## What needs to be done
Show all lines from the data that include the word "Colony".

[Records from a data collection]

○ ○ ○ ○ ○

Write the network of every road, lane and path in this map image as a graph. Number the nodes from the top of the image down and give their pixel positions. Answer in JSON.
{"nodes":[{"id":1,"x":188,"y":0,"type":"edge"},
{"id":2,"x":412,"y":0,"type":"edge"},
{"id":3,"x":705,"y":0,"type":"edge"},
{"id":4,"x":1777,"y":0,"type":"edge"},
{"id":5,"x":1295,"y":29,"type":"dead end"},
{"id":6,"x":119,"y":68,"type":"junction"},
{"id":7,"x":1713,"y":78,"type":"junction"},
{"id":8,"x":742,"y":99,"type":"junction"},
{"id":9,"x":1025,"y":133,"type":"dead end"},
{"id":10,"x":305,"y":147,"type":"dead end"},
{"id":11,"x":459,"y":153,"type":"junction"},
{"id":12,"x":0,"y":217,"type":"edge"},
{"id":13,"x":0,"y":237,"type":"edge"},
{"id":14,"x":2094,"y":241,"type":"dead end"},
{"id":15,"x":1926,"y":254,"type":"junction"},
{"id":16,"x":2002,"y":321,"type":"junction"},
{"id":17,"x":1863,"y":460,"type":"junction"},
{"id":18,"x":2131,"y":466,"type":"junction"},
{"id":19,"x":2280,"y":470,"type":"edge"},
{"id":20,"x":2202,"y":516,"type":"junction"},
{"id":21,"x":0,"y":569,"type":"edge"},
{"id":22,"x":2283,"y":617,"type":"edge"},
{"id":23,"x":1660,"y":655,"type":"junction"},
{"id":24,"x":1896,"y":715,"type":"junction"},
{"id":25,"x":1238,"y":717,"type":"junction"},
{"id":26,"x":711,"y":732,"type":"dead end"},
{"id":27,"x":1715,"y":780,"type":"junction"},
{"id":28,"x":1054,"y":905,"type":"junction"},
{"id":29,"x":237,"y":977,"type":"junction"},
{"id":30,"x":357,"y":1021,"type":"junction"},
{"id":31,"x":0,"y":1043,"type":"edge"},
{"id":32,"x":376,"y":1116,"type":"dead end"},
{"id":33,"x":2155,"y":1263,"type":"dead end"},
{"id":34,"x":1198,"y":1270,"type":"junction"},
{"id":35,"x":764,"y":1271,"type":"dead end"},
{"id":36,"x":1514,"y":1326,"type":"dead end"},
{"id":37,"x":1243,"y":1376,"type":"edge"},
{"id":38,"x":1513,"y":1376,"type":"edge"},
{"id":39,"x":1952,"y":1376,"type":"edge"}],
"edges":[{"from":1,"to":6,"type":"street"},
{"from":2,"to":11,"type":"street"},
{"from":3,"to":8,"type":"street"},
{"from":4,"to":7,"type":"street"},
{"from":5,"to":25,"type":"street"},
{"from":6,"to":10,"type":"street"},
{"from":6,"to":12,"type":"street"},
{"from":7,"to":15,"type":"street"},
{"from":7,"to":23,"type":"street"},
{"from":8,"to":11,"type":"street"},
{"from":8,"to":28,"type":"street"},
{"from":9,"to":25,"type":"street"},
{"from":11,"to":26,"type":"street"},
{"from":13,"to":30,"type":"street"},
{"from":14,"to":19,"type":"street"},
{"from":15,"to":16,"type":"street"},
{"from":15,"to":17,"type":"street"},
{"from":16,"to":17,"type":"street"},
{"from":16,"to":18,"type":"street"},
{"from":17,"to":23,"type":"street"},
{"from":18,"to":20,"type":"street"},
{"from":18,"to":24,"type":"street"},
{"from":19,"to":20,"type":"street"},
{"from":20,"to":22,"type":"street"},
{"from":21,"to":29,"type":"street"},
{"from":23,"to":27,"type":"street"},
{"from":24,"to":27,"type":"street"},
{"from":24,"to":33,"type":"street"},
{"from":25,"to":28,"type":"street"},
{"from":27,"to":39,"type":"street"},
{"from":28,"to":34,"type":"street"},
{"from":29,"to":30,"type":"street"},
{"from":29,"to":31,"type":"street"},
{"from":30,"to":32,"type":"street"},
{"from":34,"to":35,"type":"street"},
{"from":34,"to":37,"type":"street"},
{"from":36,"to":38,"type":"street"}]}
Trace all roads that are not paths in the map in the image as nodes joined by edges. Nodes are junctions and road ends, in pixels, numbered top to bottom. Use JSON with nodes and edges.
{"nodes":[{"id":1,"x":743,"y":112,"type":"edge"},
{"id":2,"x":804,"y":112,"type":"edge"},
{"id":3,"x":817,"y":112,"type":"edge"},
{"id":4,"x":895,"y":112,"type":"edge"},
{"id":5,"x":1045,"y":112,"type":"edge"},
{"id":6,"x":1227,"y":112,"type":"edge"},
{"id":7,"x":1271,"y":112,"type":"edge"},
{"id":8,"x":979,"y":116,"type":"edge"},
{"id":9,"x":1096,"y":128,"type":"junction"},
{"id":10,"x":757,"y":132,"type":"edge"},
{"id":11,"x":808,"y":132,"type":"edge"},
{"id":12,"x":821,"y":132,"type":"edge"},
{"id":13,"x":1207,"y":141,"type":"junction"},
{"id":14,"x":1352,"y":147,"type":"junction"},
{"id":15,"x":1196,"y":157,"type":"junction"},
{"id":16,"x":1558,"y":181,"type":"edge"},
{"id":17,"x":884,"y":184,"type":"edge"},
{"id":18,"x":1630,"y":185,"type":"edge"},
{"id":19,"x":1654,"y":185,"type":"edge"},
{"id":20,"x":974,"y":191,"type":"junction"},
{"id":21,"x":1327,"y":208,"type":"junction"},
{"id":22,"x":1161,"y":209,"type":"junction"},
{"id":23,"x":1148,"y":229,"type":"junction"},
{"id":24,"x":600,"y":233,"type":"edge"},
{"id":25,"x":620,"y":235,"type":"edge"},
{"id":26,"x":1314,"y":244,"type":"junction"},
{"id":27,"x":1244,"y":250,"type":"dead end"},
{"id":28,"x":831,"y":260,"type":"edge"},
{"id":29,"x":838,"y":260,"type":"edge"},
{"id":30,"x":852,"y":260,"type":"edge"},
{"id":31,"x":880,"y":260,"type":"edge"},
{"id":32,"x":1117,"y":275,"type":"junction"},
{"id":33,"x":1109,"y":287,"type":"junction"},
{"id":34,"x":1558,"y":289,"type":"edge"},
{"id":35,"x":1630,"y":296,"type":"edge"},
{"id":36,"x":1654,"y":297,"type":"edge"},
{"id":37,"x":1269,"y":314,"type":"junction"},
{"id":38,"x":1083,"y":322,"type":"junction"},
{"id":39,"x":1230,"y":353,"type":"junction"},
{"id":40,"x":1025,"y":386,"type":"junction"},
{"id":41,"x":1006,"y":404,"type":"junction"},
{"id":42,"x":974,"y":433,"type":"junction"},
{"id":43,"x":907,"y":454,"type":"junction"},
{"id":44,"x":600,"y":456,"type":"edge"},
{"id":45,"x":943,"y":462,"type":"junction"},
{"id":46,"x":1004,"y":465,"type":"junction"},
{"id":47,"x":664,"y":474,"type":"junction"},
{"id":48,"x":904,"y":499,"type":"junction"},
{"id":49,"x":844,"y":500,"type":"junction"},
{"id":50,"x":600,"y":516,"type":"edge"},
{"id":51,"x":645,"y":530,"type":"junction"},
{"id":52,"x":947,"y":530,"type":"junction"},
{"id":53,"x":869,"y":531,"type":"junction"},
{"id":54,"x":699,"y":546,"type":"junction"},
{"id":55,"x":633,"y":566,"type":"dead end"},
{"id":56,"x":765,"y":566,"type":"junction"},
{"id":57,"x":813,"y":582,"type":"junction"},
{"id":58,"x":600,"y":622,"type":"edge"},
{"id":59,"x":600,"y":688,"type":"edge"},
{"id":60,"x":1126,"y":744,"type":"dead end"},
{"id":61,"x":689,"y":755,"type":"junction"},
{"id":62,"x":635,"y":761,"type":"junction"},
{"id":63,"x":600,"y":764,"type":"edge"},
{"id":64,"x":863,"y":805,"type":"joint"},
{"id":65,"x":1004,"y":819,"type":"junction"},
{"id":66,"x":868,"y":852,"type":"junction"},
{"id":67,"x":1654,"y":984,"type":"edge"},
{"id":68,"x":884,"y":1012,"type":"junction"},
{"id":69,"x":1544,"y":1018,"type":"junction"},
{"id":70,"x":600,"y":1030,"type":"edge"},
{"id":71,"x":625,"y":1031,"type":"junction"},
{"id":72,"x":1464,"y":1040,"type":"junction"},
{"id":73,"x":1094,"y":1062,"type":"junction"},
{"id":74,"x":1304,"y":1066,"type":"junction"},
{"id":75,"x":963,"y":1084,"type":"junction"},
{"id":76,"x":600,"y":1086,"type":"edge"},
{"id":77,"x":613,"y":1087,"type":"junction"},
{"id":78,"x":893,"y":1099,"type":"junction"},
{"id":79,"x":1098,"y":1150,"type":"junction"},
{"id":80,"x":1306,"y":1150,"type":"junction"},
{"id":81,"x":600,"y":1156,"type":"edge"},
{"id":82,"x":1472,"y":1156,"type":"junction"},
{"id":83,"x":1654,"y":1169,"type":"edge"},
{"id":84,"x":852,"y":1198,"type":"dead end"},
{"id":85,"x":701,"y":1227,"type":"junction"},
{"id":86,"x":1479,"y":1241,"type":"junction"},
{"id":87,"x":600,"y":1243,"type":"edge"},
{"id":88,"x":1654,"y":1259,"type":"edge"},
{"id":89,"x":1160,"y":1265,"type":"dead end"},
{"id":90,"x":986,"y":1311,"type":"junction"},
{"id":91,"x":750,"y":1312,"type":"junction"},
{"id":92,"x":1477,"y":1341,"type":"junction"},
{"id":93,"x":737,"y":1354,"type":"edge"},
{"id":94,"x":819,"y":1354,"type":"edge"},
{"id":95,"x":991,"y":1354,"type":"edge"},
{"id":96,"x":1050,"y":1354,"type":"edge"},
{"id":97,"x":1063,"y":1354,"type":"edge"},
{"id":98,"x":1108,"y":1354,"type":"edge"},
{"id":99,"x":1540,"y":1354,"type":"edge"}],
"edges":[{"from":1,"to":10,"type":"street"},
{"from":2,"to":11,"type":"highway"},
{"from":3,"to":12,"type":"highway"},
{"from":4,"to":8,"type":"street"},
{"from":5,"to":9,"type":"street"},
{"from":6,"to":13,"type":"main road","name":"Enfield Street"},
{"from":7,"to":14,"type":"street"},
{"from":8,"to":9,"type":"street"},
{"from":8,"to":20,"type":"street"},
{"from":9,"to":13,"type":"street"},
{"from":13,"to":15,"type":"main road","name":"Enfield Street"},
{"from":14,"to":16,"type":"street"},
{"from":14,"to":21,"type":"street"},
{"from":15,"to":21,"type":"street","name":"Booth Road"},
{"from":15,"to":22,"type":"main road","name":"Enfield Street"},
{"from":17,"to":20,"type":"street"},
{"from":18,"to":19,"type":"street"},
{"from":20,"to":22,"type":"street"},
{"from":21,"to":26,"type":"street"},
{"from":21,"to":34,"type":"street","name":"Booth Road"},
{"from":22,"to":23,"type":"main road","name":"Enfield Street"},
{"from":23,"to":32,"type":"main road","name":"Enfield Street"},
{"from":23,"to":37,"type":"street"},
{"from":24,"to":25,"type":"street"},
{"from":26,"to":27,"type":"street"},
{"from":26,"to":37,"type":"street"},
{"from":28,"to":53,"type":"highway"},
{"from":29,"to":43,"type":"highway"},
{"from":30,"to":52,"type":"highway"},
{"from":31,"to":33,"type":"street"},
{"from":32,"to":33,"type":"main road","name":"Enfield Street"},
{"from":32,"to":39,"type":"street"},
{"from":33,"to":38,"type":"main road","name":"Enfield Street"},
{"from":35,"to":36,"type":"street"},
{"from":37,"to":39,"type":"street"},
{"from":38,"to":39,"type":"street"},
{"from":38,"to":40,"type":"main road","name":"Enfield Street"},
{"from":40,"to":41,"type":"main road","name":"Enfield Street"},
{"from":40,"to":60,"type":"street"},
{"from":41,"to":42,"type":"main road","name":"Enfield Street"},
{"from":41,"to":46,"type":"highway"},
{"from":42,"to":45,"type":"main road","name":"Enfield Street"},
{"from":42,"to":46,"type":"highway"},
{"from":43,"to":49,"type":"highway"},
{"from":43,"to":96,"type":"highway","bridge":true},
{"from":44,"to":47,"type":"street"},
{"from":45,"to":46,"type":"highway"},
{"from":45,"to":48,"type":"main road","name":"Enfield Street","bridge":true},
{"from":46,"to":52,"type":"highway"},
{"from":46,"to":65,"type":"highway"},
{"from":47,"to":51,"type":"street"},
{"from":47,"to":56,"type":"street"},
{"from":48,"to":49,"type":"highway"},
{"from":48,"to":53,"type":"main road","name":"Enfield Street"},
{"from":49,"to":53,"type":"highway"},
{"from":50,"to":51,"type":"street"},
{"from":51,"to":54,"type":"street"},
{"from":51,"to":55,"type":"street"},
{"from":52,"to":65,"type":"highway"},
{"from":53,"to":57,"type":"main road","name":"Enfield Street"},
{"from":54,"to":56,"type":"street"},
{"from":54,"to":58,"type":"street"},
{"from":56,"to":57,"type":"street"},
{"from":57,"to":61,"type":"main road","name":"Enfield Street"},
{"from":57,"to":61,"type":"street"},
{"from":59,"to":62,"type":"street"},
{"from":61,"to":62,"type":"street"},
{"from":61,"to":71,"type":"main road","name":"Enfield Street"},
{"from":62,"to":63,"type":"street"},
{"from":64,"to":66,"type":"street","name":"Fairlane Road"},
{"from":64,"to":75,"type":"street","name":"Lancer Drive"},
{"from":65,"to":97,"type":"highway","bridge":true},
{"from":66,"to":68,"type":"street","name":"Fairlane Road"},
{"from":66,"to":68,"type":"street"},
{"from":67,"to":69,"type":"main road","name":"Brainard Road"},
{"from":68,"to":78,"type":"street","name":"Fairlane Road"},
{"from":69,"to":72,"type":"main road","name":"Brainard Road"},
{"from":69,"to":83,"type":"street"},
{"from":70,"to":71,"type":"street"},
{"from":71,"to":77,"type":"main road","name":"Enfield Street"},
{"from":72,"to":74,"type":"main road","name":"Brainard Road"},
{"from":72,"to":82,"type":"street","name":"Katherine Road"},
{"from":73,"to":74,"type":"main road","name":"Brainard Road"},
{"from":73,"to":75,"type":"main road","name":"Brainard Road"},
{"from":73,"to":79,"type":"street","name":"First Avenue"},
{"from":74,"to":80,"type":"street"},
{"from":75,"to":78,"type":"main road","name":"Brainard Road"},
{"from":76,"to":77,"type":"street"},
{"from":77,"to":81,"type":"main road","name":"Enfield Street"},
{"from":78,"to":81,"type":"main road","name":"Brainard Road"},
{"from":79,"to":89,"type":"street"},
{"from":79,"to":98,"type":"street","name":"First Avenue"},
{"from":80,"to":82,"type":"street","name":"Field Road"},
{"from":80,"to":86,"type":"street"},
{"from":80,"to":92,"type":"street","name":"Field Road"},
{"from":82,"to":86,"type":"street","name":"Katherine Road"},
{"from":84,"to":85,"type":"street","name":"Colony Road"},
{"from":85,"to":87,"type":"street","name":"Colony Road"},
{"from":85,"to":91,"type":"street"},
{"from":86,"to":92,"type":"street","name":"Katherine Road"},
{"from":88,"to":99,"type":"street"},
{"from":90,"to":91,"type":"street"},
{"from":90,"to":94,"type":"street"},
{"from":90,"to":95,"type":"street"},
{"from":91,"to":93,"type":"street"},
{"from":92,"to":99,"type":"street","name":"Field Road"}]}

○ ○ ○ ○ ○

## Response for this exercise
{"from":84,"to":85,"type":"street","name":"Colony Road"},
{"from":85,"to":87,"type":"street","name":"Colony Road"},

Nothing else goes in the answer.